→ **EXERCISE DIRECTIONS**: Each line below either holds the string "Bawdi" or doesn't. Count those that do and give only the number.

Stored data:
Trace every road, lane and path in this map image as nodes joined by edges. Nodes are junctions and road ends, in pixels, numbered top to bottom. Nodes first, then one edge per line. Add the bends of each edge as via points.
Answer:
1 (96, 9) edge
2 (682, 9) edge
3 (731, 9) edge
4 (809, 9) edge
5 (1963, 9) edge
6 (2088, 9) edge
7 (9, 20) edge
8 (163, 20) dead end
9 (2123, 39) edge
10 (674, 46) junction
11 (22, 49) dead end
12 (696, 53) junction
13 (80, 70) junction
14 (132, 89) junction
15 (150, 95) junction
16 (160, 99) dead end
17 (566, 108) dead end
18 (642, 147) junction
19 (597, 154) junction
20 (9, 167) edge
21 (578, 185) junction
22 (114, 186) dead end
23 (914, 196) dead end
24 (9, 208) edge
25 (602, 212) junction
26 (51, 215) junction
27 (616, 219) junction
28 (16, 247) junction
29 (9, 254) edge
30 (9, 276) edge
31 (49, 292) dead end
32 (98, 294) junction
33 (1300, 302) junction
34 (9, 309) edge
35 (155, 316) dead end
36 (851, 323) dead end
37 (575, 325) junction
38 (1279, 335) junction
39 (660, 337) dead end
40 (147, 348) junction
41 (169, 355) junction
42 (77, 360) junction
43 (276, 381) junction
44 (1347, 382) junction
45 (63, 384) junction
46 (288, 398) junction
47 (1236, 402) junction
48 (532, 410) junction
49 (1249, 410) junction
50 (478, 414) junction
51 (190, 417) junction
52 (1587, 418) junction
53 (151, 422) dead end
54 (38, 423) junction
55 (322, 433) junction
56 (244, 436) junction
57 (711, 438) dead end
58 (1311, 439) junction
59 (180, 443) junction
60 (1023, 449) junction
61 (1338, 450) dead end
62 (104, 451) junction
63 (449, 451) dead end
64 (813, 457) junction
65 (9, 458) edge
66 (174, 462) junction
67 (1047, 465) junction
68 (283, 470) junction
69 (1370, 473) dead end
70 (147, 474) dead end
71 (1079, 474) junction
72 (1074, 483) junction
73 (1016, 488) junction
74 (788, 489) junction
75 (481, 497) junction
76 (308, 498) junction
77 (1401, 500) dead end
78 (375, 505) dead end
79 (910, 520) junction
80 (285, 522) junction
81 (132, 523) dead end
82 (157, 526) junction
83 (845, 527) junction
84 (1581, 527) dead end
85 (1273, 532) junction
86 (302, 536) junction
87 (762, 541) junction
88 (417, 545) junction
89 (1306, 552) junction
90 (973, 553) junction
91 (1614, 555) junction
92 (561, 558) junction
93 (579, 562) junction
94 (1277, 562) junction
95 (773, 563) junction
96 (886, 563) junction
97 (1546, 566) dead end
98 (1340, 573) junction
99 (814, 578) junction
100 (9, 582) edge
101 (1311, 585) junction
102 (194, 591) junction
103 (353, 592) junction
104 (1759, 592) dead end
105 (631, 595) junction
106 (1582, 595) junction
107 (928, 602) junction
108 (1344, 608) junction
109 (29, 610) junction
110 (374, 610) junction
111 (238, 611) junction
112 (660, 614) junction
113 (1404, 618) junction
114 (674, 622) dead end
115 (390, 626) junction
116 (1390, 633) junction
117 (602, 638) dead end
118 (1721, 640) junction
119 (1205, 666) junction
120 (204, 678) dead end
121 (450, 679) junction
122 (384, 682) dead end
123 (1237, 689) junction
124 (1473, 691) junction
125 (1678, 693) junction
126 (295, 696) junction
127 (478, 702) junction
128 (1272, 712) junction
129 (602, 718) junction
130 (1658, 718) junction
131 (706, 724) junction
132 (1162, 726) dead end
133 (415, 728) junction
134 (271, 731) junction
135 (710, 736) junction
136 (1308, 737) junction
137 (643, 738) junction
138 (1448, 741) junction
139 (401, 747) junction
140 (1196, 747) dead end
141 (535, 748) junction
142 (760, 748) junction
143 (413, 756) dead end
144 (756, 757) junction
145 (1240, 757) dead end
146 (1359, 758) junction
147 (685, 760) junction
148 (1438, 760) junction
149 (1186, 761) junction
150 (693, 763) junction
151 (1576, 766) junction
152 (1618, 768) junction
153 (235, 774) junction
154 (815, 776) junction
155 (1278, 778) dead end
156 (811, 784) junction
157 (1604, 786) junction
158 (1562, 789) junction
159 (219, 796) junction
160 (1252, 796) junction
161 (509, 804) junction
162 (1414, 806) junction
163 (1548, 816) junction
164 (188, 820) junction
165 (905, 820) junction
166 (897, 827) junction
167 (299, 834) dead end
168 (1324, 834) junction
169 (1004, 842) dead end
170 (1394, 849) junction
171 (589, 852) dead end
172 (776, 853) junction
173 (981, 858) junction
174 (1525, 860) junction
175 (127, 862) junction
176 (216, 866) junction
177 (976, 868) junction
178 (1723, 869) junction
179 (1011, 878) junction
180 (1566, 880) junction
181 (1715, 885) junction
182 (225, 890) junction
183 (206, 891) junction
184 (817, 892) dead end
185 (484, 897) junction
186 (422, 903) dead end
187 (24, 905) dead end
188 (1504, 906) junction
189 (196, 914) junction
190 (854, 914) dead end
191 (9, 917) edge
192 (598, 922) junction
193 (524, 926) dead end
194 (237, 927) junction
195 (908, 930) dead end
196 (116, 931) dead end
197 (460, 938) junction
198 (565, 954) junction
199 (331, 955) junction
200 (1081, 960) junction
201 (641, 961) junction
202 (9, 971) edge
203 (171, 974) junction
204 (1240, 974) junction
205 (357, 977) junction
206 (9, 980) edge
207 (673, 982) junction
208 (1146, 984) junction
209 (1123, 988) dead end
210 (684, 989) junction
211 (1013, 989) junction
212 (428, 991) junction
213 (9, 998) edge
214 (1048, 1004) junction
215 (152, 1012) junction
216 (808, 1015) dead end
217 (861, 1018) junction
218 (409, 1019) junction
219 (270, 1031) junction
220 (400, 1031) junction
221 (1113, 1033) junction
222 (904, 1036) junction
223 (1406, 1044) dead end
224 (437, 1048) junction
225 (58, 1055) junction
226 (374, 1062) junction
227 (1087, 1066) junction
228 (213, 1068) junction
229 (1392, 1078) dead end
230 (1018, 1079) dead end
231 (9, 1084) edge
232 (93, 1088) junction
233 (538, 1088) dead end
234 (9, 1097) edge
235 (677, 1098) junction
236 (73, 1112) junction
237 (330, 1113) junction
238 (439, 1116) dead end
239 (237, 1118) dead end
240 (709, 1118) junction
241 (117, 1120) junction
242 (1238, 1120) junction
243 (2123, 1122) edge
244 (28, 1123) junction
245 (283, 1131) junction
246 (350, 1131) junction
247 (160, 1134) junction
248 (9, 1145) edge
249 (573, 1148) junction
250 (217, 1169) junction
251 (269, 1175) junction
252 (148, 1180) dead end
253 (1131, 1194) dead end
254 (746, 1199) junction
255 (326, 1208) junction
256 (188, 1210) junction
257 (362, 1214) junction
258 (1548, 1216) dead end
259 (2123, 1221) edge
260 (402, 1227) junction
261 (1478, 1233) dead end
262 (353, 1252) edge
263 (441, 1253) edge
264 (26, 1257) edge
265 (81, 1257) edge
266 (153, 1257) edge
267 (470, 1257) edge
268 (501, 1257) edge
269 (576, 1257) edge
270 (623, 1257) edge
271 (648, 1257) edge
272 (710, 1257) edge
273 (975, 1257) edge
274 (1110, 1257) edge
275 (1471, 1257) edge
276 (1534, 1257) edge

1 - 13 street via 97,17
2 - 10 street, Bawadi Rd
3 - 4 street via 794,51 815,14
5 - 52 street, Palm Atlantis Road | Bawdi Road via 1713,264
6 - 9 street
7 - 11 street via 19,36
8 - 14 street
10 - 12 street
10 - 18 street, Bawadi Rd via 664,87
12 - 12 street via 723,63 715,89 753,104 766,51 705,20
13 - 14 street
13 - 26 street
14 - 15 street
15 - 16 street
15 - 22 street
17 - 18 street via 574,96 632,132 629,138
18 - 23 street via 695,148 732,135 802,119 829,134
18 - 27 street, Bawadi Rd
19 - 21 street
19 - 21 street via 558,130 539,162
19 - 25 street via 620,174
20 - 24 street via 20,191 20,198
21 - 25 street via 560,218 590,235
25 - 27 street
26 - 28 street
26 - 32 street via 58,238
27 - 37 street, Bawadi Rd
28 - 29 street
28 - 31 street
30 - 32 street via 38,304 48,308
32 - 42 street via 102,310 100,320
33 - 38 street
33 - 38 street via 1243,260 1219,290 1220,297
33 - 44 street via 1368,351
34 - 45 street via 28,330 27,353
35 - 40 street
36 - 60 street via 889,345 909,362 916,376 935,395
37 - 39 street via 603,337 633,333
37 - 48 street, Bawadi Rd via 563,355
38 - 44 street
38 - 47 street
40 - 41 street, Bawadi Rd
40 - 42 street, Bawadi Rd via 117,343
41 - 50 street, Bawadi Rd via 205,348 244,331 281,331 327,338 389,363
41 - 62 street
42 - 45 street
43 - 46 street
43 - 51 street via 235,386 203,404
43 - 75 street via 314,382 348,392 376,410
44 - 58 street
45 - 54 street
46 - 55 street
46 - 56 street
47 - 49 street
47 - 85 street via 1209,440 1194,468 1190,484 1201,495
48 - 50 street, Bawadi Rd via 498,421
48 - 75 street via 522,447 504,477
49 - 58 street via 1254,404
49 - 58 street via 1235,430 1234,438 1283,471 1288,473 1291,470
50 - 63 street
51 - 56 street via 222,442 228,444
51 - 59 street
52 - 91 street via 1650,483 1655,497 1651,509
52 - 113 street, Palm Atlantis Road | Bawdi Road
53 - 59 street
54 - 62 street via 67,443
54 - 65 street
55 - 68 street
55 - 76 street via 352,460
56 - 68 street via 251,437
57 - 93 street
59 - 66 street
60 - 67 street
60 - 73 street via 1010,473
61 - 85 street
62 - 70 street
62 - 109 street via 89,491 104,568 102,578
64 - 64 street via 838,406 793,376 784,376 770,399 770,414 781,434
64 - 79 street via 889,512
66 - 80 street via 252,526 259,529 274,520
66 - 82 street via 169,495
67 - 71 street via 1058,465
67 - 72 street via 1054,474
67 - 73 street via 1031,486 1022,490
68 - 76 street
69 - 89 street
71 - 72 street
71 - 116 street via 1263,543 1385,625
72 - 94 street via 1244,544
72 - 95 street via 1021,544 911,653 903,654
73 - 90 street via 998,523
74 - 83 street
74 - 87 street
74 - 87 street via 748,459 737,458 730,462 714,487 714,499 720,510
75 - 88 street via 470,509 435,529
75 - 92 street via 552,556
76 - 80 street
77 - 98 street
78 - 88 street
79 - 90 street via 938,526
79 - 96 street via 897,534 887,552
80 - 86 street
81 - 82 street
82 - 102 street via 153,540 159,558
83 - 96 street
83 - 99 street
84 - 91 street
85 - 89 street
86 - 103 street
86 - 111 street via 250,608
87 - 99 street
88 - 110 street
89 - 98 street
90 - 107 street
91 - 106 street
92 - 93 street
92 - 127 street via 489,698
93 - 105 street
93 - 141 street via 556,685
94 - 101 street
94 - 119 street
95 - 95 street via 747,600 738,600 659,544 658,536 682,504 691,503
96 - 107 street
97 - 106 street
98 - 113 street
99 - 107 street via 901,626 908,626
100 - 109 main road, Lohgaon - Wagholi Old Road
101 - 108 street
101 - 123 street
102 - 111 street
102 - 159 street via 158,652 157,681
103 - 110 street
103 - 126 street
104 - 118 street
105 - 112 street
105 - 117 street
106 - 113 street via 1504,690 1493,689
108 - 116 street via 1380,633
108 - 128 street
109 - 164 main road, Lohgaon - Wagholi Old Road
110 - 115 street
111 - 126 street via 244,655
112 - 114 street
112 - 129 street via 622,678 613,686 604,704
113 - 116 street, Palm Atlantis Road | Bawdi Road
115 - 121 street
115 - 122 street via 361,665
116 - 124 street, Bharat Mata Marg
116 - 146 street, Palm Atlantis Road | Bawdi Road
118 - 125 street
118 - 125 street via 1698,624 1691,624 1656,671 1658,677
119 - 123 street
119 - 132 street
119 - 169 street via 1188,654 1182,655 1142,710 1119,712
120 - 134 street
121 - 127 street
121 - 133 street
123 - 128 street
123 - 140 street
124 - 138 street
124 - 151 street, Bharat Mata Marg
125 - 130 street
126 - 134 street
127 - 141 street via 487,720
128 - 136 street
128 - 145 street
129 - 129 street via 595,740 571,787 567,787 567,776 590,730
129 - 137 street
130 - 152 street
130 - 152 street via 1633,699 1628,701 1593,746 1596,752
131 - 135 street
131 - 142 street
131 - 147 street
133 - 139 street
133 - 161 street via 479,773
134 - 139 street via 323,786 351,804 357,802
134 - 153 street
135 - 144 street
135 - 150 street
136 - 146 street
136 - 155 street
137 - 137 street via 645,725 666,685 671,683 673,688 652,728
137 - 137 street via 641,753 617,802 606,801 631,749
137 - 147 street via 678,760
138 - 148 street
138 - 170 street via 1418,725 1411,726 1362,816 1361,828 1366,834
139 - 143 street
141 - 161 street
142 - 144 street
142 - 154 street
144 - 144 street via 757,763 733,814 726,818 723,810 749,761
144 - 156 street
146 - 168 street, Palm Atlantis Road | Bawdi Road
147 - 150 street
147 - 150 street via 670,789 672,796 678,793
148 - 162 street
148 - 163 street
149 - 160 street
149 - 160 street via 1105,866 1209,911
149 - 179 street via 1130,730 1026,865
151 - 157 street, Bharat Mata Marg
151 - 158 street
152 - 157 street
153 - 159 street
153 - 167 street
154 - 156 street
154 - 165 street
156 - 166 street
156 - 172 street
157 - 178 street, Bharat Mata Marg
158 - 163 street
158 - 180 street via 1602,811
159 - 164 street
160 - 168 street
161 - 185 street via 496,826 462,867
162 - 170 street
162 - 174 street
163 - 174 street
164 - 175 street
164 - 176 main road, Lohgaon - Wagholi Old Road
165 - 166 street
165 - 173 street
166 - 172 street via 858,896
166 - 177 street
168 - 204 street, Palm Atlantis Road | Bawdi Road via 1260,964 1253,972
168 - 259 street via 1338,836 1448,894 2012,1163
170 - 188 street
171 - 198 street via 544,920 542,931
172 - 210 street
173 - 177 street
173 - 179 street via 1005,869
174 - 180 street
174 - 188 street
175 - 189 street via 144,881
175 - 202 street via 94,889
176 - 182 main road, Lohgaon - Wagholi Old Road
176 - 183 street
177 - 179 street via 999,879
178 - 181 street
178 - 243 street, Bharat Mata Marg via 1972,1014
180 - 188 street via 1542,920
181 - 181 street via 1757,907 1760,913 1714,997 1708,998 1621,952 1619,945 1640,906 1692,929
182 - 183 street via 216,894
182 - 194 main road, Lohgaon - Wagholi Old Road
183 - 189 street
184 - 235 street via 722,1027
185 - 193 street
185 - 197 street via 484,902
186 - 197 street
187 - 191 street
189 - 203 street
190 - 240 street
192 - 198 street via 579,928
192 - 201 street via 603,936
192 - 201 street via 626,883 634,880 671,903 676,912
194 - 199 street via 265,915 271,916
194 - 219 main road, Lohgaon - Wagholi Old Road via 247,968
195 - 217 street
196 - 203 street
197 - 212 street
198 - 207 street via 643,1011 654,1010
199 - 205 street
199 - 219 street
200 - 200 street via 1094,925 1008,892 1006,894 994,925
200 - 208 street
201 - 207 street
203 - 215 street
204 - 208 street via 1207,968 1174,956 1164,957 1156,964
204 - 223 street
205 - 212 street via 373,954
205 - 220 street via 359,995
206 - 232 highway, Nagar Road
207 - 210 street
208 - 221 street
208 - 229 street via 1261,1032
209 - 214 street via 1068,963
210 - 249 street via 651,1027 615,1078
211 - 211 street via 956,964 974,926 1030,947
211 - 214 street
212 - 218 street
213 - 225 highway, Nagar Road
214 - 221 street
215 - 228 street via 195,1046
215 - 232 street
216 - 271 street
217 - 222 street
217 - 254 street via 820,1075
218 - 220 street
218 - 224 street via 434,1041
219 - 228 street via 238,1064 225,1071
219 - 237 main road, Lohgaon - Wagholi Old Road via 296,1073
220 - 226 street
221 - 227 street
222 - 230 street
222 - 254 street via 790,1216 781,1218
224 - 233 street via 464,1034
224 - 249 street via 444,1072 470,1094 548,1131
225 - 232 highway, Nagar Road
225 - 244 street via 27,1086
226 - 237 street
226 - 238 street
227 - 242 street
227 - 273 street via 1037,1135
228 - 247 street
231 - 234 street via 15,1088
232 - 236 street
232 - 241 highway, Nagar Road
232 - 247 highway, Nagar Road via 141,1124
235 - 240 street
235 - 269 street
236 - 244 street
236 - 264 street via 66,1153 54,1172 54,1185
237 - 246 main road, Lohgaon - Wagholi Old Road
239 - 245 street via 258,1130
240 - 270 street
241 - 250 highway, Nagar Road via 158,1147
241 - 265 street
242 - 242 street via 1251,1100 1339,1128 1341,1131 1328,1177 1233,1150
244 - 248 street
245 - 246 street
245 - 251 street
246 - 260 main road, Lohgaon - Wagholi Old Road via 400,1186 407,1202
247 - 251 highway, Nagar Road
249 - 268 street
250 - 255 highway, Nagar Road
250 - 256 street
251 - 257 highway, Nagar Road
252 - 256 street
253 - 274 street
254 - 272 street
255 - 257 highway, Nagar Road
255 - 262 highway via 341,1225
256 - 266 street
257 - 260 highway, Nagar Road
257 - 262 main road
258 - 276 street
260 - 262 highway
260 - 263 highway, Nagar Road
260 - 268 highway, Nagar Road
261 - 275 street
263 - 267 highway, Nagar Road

→ **ANSWER BELOW**: 6